If the mobile terminal is on the side of the hospitals, the variety of medical information such as diagnosis results can be inputted from an input screen. FIG. 37 shows an example of a hospital side input screen 600. Herein, the input screen 600 for disease of “cardiac and circulation” is shown. As shown in FIG. 37, a patient's triage (deciding treatment priority) is selected on the side of the hospital. In this example, a doctor or the like of the accepting hospital selects one among “super emergency,” “emergency,” “semi-emergency,” “low emergency”, and “mild symptom.” Even though a patient is transported as emergency by the EMT at the time acceptance, his triage is reviewed at the selection time, and the patient groups waiting for the diagnosis on the side of the hospital are subject to renewal of the diagnosis sequence according to the selected triage. Subsequently, examination contents (e.g., electrocardiogram in this example), diagnosis contents (e.g., STEMI (ST accent type Myocardial Infarction), heart failure, irregular pulse, etc. in this example), cure and treatment contents (e.g., CAG (selective coronary angiography), PCI, etc.) are entered. For example, PCI means a coronary artery treatment using a catheter, and if the PCI is selected, related persons of other medical institutions generally come to recognize that the incident medical institution cannot conduct a treatment on other patients for a prescribed period. Subsequently, for example, “hospitalization,” “returning home,” “upstream transfer,” “downstream transfer,” and “death” are selected as outcome information. For example, if “hospitalization” is selected, a recognition that the medical institution becomes very busy for treatments for a prescribed period of time, e.g., one hour for that procedure is grasped by other related persons through external terminals. When such entries are made, the input information is not only recorded in the database of the data server 202 as medical information but also shared at the real time with plural medical institutions, EMTs, and other related persons. In addition to the input screen 600 regarding “cardiac and circulation” as input screens on the hospital side, respective input screens of “brain and consciousness,” “digestive organs,” “injury,” “CPA (cardio pulmonary arrest),” “other” can be selected, and prescribed medical information can be selectively entered for respective diseases.

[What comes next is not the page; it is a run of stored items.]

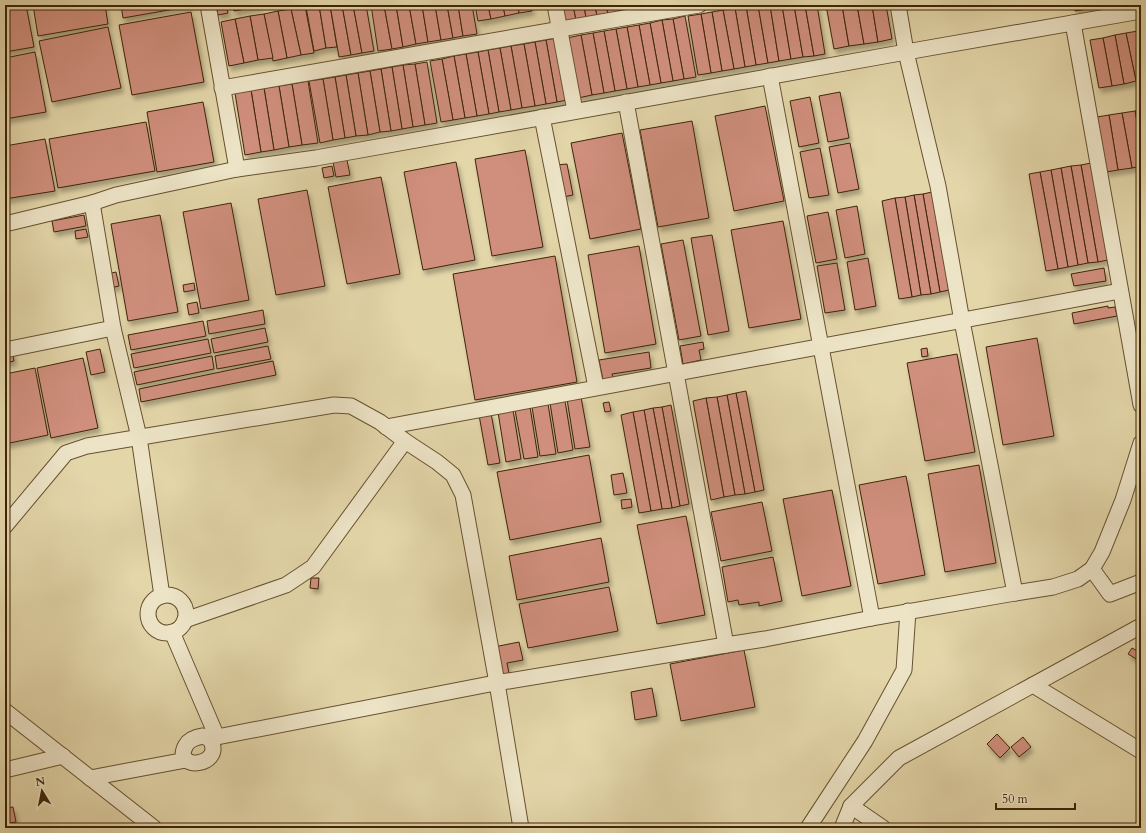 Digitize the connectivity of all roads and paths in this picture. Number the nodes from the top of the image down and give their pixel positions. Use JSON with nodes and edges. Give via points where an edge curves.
{"nodes":[{"id":1,"x":208,"y":5,"type":"edge"},
{"id":2,"x":555,"y":5,"type":"edge"},
{"id":3,"x":699,"y":5,"type":"edge"},
{"id":4,"x":898,"y":5,"type":"edge"},
{"id":5,"x":1141,"y":11,"type":"edge"},
{"id":6,"x":1073,"y":23,"type":"junction"},
{"id":7,"x":559,"y":29,"type":"junction"},
{"id":8,"x":906,"y":52,"type":"junction"},
{"id":9,"x":770,"y":76,"type":"junction"},
{"id":10,"x":222,"y":88,"type":"junction"},
{"id":11,"x":626,"y":102,"type":"junction"},
{"id":12,"x":576,"y":111,"type":"junction"},
{"id":13,"x":542,"y":117,"type":"junction"},
{"id":14,"x":237,"y":169,"type":"junction"},
{"id":15,"x":92,"y":203,"type":"junction"},
{"id":16,"x":5,"y":224,"type":"edge"},
{"id":17,"x":1120,"y":291,"type":"junction"},
{"id":18,"x":962,"y":321,"type":"junction"},
{"id":19,"x":113,"y":328,"type":"junction"},
{"id":20,"x":822,"y":346,"type":"junction"},
{"id":21,"x":5,"y":350,"type":"edge"},
{"id":22,"x":676,"y":372,"type":"junction"},
{"id":23,"x":596,"y":387,"type":"junction"},
{"id":24,"x":1141,"y":406,"type":"edge"},
{"id":25,"x":386,"y":427,"type":"junction"},
{"id":26,"x":139,"y":437,"type":"junction"},
{"id":27,"x":405,"y":441,"type":"junction"},
{"id":28,"x":1141,"y":442,"type":"edge"},
{"id":29,"x":5,"y":526,"type":"edge"},
{"id":30,"x":1092,"y":569,"type":"junction"},
{"id":31,"x":1141,"y":582,"type":"edge"},
{"id":32,"x":1014,"y":593,"type":"junction"},
{"id":33,"x":162,"y":596,"type":"junction"},
{"id":34,"x":908,"y":612,"type":"junction"},
{"id":35,"x":872,"y":618,"type":"junction"},
{"id":36,"x":185,"y":620,"type":"junction"},
{"id":37,"x":1141,"y":626,"type":"edge"},
{"id":38,"x":172,"y":632,"type":"junction"},
{"id":39,"x":726,"y":645,"type":"junction"},
{"id":40,"x":497,"y":683,"type":"junction"},
{"id":41,"x":1033,"y":685,"type":"junction"},
{"id":42,"x":5,"y":711,"type":"edge"},
{"id":43,"x":214,"y":739,"type":"junction"},
{"id":44,"x":1141,"y":751,"type":"edge"},
{"id":45,"x":63,"y":756,"type":"junction"},
{"id":46,"x":5,"y":770,"type":"edge"},
{"id":47,"x":90,"y":778,"type":"junction"},
{"id":48,"x":851,"y":806,"type":"junction"},
{"id":49,"x":154,"y":828,"type":"edge"},
{"id":50,"x":521,"y":828,"type":"edge"},
{"id":51,"x":808,"y":828,"type":"edge"},
{"id":52,"x":842,"y":828,"type":"edge"},
{"id":53,"x":883,"y":828,"type":"edge"}],
"edges":[{"from":1,"to":10,"type":"street"},
{"from":2,"to":7,"type":"street"},
{"from":3,"to":7,"type":"street"},
{"from":4,"to":8,"type":"street"},
{"from":5,"to":6,"type":"street"},
{"from":6,"to":8,"type":"street"},
{"from":6,"to":17,"type":"street"},
{"from":7,"to":10,"type":"street"},
{"from":7,"to":12,"type":"street"},
{"from":8,"to":9,"type":"street"},
{"from":8,"to":18,"type":"street","via":[[938,186]]},
{"from":9,"to":11,"type":"street"},
{"from":9,"to":20,"type":"street"},
{"from":10,"to":14,"type":"street"},
{"from":11,"to":12,"type":"street"},
{"from":11,"to":22,"type":"street"},
{"from":12,"to":13,"type":"street"},
{"from":13,"to":14,"type":"street","via":[[316,158]]},
{"from":13,"to":23,"type":"street"},
{"from":14,"to":15,"type":"street","via":[[116,195]]},
{"from":15,"to":16,"type":"street"},
{"from":15,"to":19,"type":"street"},
{"from":17,"to":18,"type":"street"},
{"from":17,"to":24,"type":"street"},
{"from":18,"to":20,"type":"street"},
{"from":18,"to":32,"type":"street"},
{"from":19,"to":21,"type":"street"},
{"from":19,"to":26,"type":"street"},
{"from":20,"to":22,"type":"street"},
{"from":20,"to":35,"type":"street"},
{"from":22,"to":23,"type":"street"},
{"from":22,"to":39,"type":"street"},
{"from":23,"to":25,"type":"street"},
{"from":25,"to":26,"type":"street","via":[[351,406],[334,405]]},
{"from":25,"to":27,"type":"street"},
{"from":26,"to":29,"type":"street","via":[[87,446],[66,453]]},
{"from":26,"to":33,"type":"street"},
{"from":27,"to":36,"type":"street","via":[[313,567],[286,585]]},
{"from":27,"to":40,"type":"street","via":[[453,475],[463,495]]},
{"from":28,"to":30,"type":"street","via":[[1123,500],[1102,552]]},
{"from":30,"to":31,"type":"street","via":[[1110,594]]},
{"from":30,"to":32,"type":"street","via":[[1078,580]]},
{"from":32,"to":34,"type":"street"},
{"from":33,"to":36,"type":"street","via":[[178,598],[186,611]]},
{"from":33,"to":38,"type":"street","via":[[150,605],[149,620],[160,631]]},
{"from":34,"to":35,"type":"street"},
{"from":34,"to":51,"type":"street","via":[[904,670],[865,741]]},
{"from":35,"to":39,"type":"street"},
{"from":36,"to":38,"type":"street","via":[[182,626]]},
{"from":37,"to":41,"type":"street"},
{"from":38,"to":43,"type":"street"},
{"from":39,"to":40,"type":"street"},
{"from":40,"to":43,"type":"street"},
{"from":40,"to":50,"type":"street"},
{"from":41,"to":44,"type":"street"},
{"from":41,"to":48,"type":"street","via":[[899,758]]},
{"from":42,"to":45,"type":"street"},
{"from":43,"to":47,"type":"street","via":[[203,736],[192,740],[186,745],[186,760]]},
{"from":45,"to":46,"type":"street"},
{"from":45,"to":47,"type":"street"},
{"from":47,"to":49,"type":"street"},
{"from":48,"to":52,"type":"street"},
{"from":48,"to":53,"type":"street"}]}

As described above, the statistic server 204 automatically and periodically produces such as prescribed medical quality indexes (clinical indexes), daily reports, monthly reports, and displayed reports on the map based on the acquitted time stamp and the registered information. Hereinafter, an example of those is described.

FIG. 38 shows a display screen 601 of a rescue patient occurrence map. In FIG. 38, the respective areas divided for respective cities, towns, and villages (city basis in this map) are colorized according to the response to demand rate in the administrated areas. At each area, the query number of the transported patients is shown with star marks, and the query number is recognized by its color. The position at which the star is plotted means the occurrence place of the patients. This position can be specified automatically from the GPS function of the terminal of the EMT. The response to demand rate of the medical institution is shown with circular graphs on the rescue patient occurrence map. The grayscale shows a rate of acceptance, and white shows a rate of not acceptance. The size of the circular graph reflects response to demand, or namely, frequency of calling for acceptance.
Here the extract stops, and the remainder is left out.